◆ **YOUR INSTRUCTIONS**
Copy each line below in which the string "Pastrana" appears.
━━━━━ MATERIAL FOR THIS EXERCISE
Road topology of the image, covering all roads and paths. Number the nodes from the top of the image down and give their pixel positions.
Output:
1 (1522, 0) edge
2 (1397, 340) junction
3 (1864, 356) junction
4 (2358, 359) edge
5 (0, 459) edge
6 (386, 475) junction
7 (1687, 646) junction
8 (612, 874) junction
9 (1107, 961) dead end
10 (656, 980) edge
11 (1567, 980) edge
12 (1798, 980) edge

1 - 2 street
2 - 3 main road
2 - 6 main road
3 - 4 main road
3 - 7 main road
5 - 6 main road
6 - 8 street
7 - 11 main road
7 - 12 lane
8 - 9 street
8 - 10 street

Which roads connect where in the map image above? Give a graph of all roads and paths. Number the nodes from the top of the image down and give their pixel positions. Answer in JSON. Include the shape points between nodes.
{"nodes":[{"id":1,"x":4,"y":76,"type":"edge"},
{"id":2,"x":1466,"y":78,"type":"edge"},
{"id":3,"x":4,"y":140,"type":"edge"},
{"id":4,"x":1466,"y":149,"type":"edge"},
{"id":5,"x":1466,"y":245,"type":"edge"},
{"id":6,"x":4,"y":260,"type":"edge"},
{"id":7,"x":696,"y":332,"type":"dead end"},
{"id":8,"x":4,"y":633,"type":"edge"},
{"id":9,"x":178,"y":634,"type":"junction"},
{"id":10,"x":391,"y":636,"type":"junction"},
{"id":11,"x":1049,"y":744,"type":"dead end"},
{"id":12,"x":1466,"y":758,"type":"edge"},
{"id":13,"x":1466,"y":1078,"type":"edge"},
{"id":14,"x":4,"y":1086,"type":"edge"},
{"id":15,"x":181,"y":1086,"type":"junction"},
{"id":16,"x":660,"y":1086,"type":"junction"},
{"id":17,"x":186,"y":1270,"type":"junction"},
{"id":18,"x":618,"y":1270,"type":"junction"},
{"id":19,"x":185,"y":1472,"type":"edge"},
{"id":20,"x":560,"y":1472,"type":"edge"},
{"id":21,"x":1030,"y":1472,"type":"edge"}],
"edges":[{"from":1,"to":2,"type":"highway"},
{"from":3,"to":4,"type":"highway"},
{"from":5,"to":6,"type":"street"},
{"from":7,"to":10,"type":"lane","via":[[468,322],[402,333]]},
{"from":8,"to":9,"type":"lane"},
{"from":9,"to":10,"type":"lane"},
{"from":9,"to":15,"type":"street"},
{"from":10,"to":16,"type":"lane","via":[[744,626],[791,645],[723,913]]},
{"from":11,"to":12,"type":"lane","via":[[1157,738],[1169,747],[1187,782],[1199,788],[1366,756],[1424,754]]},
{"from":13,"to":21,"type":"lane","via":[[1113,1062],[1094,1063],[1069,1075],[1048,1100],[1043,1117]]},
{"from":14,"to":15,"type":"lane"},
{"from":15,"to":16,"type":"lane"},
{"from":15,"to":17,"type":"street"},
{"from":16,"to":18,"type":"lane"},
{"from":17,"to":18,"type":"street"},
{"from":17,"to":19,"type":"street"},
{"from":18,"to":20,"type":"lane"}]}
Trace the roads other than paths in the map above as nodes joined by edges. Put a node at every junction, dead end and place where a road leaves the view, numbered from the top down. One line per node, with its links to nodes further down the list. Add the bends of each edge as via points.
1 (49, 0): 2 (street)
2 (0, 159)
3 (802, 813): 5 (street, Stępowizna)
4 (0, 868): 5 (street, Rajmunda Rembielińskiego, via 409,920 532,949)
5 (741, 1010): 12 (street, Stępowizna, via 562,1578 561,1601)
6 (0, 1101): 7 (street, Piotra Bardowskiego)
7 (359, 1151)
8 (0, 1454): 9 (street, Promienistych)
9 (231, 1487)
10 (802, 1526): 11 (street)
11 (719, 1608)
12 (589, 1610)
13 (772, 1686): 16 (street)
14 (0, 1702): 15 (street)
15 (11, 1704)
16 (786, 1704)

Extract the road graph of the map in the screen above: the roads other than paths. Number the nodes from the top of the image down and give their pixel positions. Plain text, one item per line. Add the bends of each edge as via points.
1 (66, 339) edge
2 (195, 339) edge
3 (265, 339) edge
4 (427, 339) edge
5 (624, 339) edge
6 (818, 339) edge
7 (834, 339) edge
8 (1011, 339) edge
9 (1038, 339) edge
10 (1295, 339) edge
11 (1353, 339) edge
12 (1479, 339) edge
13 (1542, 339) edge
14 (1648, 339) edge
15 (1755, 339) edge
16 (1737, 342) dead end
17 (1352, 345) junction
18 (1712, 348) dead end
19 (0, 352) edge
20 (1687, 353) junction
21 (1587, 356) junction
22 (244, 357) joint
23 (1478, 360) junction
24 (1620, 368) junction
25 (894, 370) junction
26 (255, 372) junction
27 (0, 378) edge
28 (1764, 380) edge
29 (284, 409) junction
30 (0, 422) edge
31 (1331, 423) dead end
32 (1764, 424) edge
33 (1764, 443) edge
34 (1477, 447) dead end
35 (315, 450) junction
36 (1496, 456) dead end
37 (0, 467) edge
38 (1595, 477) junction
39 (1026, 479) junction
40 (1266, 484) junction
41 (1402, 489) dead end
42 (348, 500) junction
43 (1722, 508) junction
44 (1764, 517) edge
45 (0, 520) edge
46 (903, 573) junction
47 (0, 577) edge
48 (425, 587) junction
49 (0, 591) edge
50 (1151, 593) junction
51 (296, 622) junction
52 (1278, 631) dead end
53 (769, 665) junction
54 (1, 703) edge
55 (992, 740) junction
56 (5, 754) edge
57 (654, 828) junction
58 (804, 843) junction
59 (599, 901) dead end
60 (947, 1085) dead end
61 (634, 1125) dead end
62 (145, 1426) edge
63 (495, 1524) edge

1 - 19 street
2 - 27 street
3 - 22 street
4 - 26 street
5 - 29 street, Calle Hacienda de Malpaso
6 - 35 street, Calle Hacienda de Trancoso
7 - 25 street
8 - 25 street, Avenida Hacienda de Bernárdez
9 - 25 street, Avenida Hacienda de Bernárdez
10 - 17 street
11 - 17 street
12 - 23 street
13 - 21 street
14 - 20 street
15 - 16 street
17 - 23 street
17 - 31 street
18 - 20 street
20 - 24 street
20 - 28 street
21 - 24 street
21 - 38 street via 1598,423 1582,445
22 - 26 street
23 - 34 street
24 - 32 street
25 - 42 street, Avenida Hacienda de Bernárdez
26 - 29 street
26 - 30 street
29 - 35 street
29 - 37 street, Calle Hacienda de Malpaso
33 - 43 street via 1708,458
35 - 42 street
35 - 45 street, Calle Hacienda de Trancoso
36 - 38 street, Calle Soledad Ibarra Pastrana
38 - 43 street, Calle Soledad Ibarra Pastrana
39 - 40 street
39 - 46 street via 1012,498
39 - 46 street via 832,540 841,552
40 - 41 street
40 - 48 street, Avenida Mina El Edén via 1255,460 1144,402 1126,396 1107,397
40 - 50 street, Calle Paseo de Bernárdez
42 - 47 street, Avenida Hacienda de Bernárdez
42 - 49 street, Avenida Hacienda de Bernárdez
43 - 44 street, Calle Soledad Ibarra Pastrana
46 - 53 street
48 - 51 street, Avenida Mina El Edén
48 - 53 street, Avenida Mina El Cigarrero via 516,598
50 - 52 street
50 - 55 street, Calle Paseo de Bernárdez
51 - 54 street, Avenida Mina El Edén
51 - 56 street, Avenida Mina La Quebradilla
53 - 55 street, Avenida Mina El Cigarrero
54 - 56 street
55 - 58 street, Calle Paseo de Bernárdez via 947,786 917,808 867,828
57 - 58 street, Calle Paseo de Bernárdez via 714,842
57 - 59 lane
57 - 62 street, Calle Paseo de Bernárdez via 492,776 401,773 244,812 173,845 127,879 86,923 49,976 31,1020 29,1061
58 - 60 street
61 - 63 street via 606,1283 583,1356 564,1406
━━━━━━━━━━
◆ **ANSWER BOX**
36 - 38 street, Calle Soledad Ibarra Pastrana
38 - 43 street, Calle Soledad Ibarra Pastrana
43 - 44 street, Calle Soledad Ibarra Pastrana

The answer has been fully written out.